[[ EXERCISE DATA, beginning ]]

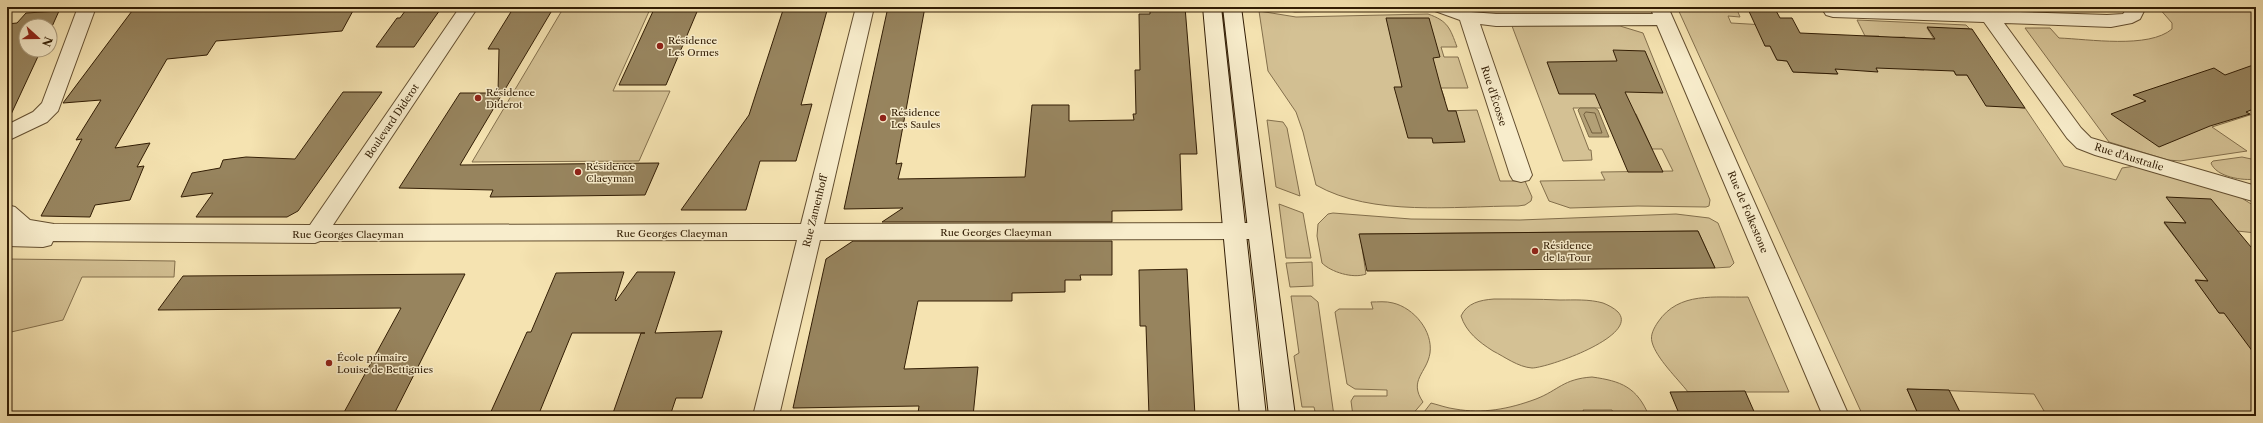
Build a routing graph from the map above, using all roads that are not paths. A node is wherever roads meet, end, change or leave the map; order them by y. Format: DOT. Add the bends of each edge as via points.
graph roads {
  1 [pos="87,7"];
  2 [pos="469,7"];
  3 [pos="865,7"];
  4 [pos="1212,7"];
  5 [pos="1232,7"];
  6 [pos="1441,7"];
  7 [pos="1830,7"];
  8 [pos="2137,7"];
  9 [pos="1662,13"];
  10 [pos="1468,17"];
  11 [pos="1990,17"];
  12 [pos="7,134"];
  13 [pos="1520,176"];
  14 [pos="2256,194"];
  15 [pos="7,213"];
  16 [pos="1234,231"];
  17 [pos="1258,231"];
  18 [pos="810,233"];
  19 [pos="86,234"];
  20 [pos="315,234"];
  21 [pos="7,238"];
  22 [pos="766,416"];
  23 [pos="1253,416"];
  24 [pos="1282,416"];
  25 [pos="1836,416"];
  1 -- 12 [label="street" via="51,106 40,117"];
  2 -- 20 [label="street, Boulevard Diderot"];
  3 -- 18 [label="street, Rue Zamenhoff"];
  4 -- 16 [label="street"];
  5 -- 17 [label="street"];
  6 -- 10 [label="street"];
  7 -- 11 [label="street" via="1832,11"];
  8 -- 11 [label="street" via="2130,18 2115,21"];
  9 -- 10 [label="street" via="1496,20"];
  9 -- 25 [label="street, Rue de Folkestone"];
  10 -- 13 [label="street, Rue d'Écosse"];
  11 -- 14 [label="street, Rue d'Australie" via="2074,133 2084,143"];
  15 -- 19 [label="street" via="22,226"];
  16 -- 17 [label="street, Rue Georges Claeyman"];
  16 -- 18 [label="street, Rue Georges Claeyman"];
  16 -- 23 [label="street"];
  17 -- 24 [label="street"];
  18 -- 20 [label="street, Rue Georges Claeyman"];
  18 -- 22 [label="street, Rue Zamenhoff"];
  19 -- 20 [label="street, Rue Georges Claeyman"];
  19 -- 21 [label="street" via="43,239"];
}
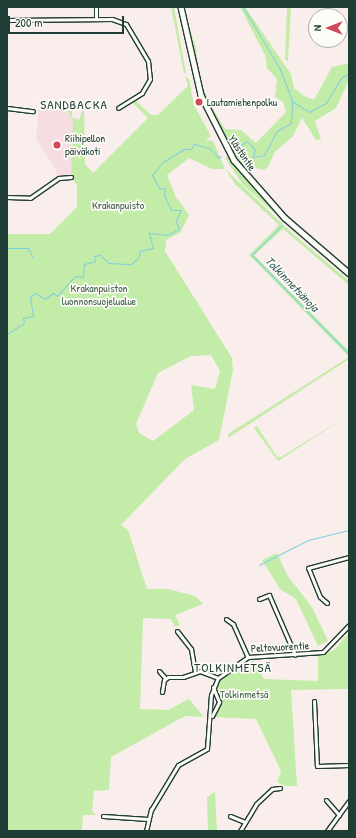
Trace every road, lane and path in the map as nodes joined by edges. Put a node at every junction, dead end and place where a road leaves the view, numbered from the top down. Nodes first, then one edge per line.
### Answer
1 (96, 7) edge
2 (181, 7) edge
3 (96, 19) junction
4 (7, 20) edge
5 (7, 108) edge
6 (118, 108) dead end
7 (33, 111) dead end
8 (71, 177) dead end
9 (7, 198) edge
10 (349, 273) edge
11 (349, 557) edge
12 (259, 599) dead end
13 (327, 603) dead end
14 (226, 619) dead end
15 (349, 625) edge
16 (177, 631) dead end
17 (295, 655) junction
18 (248, 657) junction
19 (159, 671) dead end
20 (195, 671) junction
21 (165, 678) junction
22 (218, 678) junction
23 (213, 687) junction
24 (162, 692) dead end
25 (314, 701) dead end
26 (211, 717) junction
27 (349, 765) edge
28 (280, 788) dead end
29 (326, 800) dead end
30 (349, 801) edge
31 (339, 815) junction
32 (103, 816) dead end
33 (230, 816) dead end
34 (148, 819) junction
35 (245, 822) junction
36 (146, 831) edge
37 (240, 831) edge
38 (327, 831) edge

1 - 3 street
2 - 10 main road, Ylästöntie
3 - 4 street
3 - 6 street
5 - 7 street
8 - 9 street
11 - 13 street
12 - 17 street
14 - 18 street
15 - 17 street, Peltovuorentie
16 - 20 street
17 - 18 street, Peltovuorentie
18 - 22 street, Peltovuorentie
19 - 21 street
20 - 21 street
20 - 22 street
21 - 24 street
22 - 23 street, Peltovuorentie
23 - 26 street, Peltovuorentie
23 - 26 street, Peltovuorentie
25 - 27 street
26 - 34 street, Peltovuorentie
28 - 35 street
29 - 31 street
30 - 31 street
31 - 38 street
32 - 34 street
33 - 35 street
34 - 36 street, Peltovuorentie
35 - 37 street

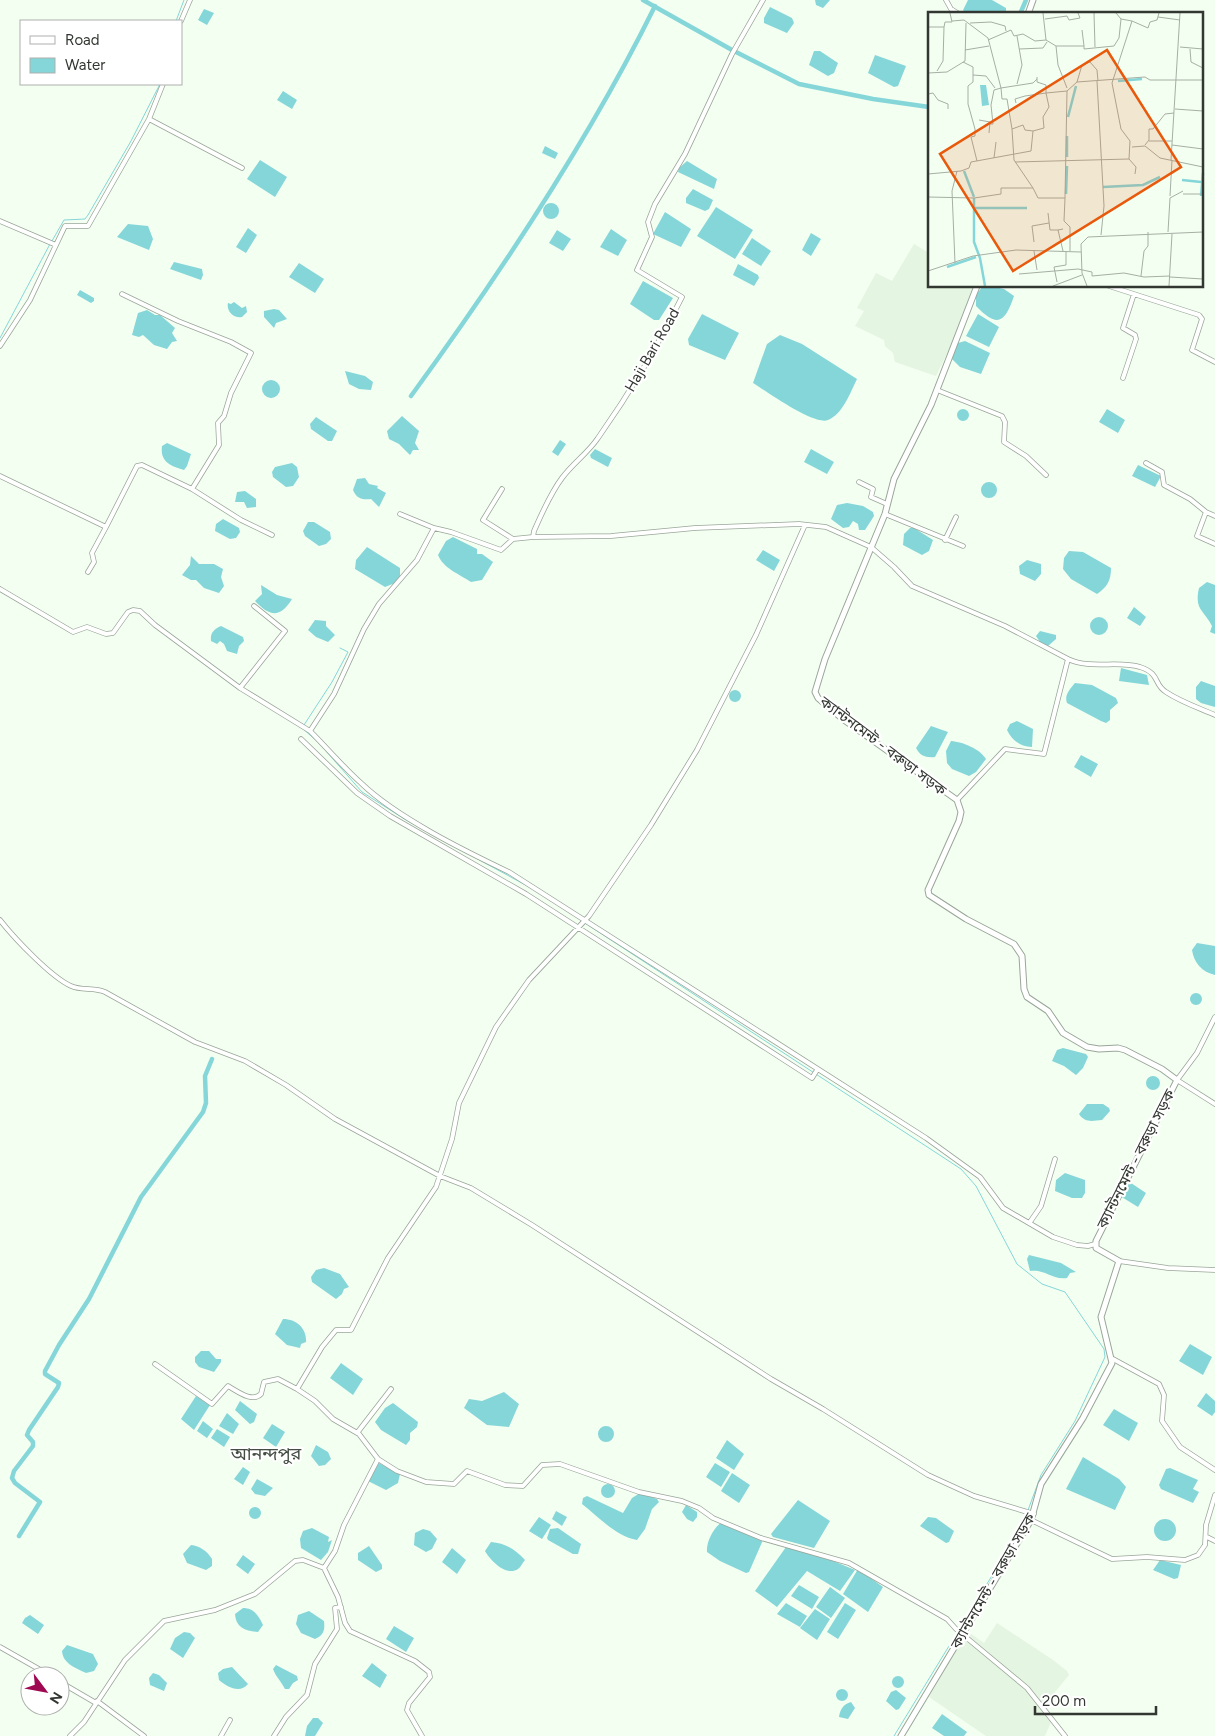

[[ EXERCISE DATA, end ]]

▸ PROMPT
All the material above should be written out exactly, with images omitted.

▸ ANSWER SPACE
Build a routing graph from the map above, using all roads that are not paths. A node is wherever roads meet, end, change or leave the map; order them by y. Format: DOT. Add the bends of each edge as via points.
graph roads {
  1 [pos="87,7"];
  2 [pos="469,7"];
  3 [pos="865,7"];
  4 [pos="1212,7"];
  5 [pos="1232,7"];
  6 [pos="1441,7"];
  7 [pos="1830,7"];
  8 [pos="2137,7"];
  9 [pos="1662,13"];
  10 [pos="1468,17"];
  11 [pos="1990,17"];
  12 [pos="7,134"];
  13 [pos="1520,176"];
  14 [pos="2256,194"];
  15 [pos="7,213"];
  16 [pos="1234,231"];
  17 [pos="1258,231"];
  18 [pos="810,233"];
  19 [pos="86,234"];
  20 [pos="315,234"];
  21 [pos="7,238"];
  22 [pos="766,416"];
  23 [pos="1253,416"];
  24 [pos="1282,416"];
  25 [pos="1836,416"];
  1 -- 12 [label="street" via="51,106 40,117"];
  2 -- 20 [label="street, Boulevard Diderot"];
  3 -- 18 [label="street, Rue Zamenhoff"];
  4 -- 16 [label="street"];
  5 -- 17 [label="street"];
  6 -- 10 [label="street"];
  7 -- 11 [label="street" via="1832,11"];
  8 -- 11 [label="street" via="2130,18 2115,21"];
  9 -- 10 [label="street" via="1496,20"];
  9 -- 25 [label="street, Rue de Folkestone"];
  10 -- 13 [label="street, Rue d'Écosse"];
  11 -- 14 [label="street, Rue d'Australie" via="2074,133 2084,143"];
  15 -- 19 [label="street" via="22,226"];
  16 -- 17 [label="street, Rue Georges Claeyman"];
  16 -- 18 [label="street, Rue Georges Claeyman"];
  16 -- 23 [label="street"];
  17 -- 24 [label="street"];
  18 -- 20 [label="street, Rue Georges Claeyman"];
  18 -- 22 [label="street, Rue Zamenhoff"];
  19 -- 20 [label="street, Rue Georges Claeyman"];
  19 -- 21 [label="street" via="43,239"];
}
Trace every road, lane and path in the map as nodes joined by edges. Put a node at every junction, dead end and place where a road leaves the view, numbered from the top down. Nodes first, then one edge per line.
### Answer
1 (96, 7) edge
2 (181, 7) edge
3 (96, 19) junction
4 (7, 20) edge
5 (7, 108) edge
6 (118, 108) dead end
7 (33, 111) dead end
8 (71, 177) dead end
9 (7, 198) edge
10 (349, 273) edge
11 (349, 557) edge
12 (259, 599) dead end
13 (327, 603) dead end
14 (226, 619) dead end
15 (349, 625) edge
16 (177, 631) dead end
17 (295, 655) junction
18 (248, 657) junction
19 (159, 671) dead end
20 (195, 671) junction
21 (165, 678) junction
22 (218, 678) junction
23 (213, 687) junction
24 (162, 692) dead end
25 (314, 701) dead end
26 (211, 717) junction
27 (349, 765) edge
28 (280, 788) dead end
29 (326, 800) dead end
30 (349, 801) edge
31 (339, 815) junction
32 (103, 816) dead end
33 (230, 816) dead end
34 (148, 819) junction
35 (245, 822) junction
36 (146, 831) edge
37 (240, 831) edge
38 (327, 831) edge

1 - 3 street
2 - 10 main road, Ylästöntie
3 - 4 street
3 - 6 street
5 - 7 street
8 - 9 street
11 - 13 street
12 - 17 street
14 - 18 street
15 - 17 street, Peltovuorentie
16 - 20 street
17 - 18 street, Peltovuorentie
18 - 22 street, Peltovuorentie
19 - 21 street
20 - 21 street
20 - 22 street
21 - 24 street
22 - 23 street, Peltovuorentie
23 - 26 street, Peltovuorentie
23 - 26 street, Peltovuorentie
25 - 27 street
26 - 34 street, Peltovuorentie
28 - 35 street
29 - 31 street
30 - 31 street
31 - 38 street
32 - 34 street
33 - 35 street
34 - 36 street, Peltovuorentie
35 - 37 street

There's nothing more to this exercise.